----- Dataset excerpts -----

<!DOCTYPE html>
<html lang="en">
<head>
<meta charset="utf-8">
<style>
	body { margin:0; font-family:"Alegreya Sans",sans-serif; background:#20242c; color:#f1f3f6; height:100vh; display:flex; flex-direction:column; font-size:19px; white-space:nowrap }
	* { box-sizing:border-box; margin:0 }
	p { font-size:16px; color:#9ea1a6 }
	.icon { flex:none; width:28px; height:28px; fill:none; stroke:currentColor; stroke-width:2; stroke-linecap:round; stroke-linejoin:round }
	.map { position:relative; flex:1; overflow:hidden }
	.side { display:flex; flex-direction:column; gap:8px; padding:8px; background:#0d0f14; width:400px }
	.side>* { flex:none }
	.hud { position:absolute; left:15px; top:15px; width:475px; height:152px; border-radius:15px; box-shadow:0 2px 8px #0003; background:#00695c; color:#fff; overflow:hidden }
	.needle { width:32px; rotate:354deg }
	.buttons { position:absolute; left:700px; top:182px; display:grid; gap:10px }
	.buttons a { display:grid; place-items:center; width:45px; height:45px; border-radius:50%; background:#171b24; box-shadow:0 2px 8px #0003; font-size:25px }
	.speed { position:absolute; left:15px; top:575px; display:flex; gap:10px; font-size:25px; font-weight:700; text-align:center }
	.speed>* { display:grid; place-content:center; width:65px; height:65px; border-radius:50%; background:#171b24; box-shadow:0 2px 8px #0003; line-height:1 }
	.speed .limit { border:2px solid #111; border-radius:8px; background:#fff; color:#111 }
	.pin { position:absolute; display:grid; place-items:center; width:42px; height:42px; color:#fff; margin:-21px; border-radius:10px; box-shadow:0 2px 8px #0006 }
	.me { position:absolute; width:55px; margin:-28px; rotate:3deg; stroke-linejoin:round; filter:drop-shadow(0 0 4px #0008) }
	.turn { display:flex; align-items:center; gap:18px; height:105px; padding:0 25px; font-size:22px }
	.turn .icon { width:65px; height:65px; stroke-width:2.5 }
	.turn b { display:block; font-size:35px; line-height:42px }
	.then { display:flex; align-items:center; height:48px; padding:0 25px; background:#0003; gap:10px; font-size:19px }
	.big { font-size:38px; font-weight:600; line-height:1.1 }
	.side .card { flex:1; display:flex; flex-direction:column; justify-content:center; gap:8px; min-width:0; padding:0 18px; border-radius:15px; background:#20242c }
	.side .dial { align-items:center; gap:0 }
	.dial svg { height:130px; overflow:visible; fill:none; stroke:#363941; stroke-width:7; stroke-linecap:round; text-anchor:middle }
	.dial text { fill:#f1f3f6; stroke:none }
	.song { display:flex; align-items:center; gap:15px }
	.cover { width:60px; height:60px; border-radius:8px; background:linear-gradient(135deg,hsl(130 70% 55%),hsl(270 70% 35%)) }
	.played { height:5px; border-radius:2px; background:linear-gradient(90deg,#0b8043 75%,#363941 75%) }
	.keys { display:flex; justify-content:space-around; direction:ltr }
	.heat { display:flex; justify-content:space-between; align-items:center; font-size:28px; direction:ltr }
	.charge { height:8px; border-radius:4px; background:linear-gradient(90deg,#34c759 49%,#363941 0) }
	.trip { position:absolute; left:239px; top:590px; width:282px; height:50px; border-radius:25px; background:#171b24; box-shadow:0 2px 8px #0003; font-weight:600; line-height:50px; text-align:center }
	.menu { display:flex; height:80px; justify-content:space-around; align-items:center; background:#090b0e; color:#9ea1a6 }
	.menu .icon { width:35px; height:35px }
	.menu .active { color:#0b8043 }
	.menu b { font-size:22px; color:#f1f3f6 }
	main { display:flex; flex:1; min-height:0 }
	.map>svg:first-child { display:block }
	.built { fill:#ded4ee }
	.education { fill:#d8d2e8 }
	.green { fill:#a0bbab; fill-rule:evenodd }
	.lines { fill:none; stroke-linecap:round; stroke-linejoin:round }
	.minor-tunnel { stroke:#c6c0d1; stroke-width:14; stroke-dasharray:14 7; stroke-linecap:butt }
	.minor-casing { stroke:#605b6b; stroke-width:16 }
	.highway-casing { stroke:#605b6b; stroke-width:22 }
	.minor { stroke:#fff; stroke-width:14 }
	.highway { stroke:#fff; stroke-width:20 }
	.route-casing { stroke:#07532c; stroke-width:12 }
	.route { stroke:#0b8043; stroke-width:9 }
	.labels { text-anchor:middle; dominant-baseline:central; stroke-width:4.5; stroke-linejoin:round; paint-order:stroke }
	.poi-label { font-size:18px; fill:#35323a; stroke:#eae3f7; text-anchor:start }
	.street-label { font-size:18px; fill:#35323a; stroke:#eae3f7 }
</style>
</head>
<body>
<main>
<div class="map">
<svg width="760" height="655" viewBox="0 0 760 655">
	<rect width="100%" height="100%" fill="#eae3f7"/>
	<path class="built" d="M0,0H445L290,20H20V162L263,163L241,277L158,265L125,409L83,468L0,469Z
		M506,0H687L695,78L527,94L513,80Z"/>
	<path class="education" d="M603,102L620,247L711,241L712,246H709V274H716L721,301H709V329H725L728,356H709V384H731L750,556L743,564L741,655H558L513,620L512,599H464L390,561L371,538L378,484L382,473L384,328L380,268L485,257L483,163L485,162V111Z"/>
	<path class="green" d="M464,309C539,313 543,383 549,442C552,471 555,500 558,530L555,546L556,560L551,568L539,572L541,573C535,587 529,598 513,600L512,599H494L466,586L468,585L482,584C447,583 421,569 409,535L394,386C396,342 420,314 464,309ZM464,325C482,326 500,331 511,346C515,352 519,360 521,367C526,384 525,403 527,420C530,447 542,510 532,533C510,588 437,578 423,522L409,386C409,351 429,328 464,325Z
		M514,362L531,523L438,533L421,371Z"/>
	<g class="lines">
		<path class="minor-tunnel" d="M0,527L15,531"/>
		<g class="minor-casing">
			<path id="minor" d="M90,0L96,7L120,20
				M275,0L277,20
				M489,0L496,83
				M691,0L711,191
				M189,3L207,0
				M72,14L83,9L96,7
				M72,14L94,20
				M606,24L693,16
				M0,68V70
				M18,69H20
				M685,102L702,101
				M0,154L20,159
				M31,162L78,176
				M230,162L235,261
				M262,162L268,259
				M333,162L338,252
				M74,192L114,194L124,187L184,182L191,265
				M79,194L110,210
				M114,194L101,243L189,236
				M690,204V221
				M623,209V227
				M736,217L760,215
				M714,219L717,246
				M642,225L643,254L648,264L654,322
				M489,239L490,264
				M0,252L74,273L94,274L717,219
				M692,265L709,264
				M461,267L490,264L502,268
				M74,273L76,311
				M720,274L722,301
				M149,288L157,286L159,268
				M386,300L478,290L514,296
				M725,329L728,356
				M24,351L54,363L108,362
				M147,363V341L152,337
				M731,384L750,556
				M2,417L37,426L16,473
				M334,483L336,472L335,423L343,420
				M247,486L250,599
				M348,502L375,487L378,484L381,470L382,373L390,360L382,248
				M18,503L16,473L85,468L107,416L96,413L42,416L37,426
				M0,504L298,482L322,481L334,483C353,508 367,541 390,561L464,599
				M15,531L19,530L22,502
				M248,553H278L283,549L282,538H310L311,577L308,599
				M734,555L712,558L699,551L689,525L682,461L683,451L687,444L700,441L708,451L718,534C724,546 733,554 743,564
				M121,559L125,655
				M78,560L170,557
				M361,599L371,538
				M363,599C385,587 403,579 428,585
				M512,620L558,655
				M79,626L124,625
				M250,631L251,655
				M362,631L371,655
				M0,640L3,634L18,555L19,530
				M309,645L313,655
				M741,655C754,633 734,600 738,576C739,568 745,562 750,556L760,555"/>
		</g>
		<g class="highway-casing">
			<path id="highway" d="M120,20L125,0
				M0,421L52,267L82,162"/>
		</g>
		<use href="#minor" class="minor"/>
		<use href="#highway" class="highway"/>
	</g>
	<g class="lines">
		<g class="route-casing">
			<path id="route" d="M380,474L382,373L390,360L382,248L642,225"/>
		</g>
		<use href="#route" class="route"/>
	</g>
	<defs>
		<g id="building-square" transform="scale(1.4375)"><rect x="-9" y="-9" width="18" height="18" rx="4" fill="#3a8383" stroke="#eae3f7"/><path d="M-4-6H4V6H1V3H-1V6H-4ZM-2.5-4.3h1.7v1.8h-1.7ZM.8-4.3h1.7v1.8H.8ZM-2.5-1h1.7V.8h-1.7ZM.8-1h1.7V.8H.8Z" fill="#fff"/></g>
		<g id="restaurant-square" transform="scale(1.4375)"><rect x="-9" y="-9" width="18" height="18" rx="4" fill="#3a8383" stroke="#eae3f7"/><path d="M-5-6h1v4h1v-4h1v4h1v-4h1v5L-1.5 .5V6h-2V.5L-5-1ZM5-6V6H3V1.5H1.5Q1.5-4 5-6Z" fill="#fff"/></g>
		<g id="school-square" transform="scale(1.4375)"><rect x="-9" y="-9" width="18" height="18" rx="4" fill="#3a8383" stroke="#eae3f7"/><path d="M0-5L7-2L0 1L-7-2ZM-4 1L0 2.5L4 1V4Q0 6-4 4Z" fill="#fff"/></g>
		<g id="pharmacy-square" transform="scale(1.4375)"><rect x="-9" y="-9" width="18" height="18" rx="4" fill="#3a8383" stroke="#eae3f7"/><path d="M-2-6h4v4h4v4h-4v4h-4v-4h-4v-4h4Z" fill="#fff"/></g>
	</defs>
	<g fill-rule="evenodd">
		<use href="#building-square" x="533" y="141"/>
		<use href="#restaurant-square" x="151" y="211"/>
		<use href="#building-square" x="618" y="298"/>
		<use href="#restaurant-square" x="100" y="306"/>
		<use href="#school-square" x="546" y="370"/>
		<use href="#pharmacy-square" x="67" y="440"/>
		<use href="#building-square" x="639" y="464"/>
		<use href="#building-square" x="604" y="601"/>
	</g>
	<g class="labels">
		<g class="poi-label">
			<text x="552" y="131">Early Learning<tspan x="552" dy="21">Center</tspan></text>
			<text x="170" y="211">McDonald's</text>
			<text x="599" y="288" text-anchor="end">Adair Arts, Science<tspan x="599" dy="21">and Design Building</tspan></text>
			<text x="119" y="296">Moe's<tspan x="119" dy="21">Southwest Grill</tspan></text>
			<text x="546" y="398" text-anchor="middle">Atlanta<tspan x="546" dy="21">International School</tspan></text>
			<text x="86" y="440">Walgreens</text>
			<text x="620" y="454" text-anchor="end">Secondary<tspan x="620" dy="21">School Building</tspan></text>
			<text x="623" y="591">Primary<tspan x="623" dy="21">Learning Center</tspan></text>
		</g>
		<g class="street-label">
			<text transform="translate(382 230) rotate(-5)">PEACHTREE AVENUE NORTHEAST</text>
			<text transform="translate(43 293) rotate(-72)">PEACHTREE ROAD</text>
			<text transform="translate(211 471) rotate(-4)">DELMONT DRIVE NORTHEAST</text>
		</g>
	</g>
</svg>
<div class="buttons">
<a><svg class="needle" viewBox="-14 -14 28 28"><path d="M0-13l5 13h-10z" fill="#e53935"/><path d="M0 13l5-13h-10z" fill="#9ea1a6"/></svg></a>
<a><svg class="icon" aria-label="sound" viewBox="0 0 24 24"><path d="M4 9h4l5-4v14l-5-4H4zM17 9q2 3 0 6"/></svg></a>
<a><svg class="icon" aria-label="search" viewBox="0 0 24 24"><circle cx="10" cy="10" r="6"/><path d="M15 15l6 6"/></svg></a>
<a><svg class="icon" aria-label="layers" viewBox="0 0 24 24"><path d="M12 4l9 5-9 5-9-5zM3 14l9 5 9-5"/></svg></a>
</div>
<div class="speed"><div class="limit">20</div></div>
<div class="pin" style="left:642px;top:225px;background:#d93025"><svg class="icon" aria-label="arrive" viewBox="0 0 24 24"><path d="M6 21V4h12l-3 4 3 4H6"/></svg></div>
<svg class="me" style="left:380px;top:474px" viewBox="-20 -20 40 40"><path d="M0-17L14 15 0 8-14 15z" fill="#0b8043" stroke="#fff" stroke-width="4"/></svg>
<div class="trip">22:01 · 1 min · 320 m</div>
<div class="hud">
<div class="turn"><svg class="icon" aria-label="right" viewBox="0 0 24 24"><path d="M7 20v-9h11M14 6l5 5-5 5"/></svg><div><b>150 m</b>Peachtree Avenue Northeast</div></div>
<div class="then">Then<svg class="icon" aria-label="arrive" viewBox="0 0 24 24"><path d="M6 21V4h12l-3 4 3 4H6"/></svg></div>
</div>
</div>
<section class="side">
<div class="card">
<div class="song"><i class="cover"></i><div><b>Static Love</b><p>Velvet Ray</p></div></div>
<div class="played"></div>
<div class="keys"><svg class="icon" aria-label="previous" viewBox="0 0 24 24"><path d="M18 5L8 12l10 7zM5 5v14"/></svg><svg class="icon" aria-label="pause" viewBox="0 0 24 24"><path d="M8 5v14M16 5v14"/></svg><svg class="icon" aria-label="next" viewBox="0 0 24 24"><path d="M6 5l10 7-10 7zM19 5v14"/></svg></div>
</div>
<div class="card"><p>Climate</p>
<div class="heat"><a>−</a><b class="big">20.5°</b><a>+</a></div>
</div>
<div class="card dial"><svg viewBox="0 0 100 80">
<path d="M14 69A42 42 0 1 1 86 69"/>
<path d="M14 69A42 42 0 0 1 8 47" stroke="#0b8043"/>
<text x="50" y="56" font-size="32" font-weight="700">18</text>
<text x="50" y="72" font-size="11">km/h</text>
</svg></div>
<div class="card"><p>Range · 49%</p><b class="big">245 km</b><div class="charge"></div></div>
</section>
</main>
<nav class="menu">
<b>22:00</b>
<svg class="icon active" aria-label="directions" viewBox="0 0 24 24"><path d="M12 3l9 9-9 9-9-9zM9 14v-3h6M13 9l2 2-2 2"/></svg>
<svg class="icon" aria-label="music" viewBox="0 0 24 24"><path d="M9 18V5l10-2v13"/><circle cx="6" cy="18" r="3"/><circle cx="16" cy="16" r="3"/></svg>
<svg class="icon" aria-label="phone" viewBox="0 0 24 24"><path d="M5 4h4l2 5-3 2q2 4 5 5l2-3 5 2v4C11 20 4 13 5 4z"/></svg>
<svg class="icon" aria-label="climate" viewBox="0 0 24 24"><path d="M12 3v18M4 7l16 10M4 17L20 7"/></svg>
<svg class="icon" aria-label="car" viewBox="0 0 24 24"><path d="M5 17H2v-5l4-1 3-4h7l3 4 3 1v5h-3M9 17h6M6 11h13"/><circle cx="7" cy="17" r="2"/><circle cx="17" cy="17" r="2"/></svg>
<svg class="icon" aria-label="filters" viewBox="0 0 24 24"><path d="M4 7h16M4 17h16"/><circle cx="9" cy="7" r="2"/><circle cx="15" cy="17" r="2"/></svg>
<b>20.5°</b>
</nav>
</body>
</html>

-----

- Your task
Look through the material above and pick out each line holding the word "song".

- Reply to the task
	.song { display:flex; align-items:center; gap:15px }
<div class="song"><i class="cover"></i><div><b>Static Love</b><p>Velvet Ray</p></div></div>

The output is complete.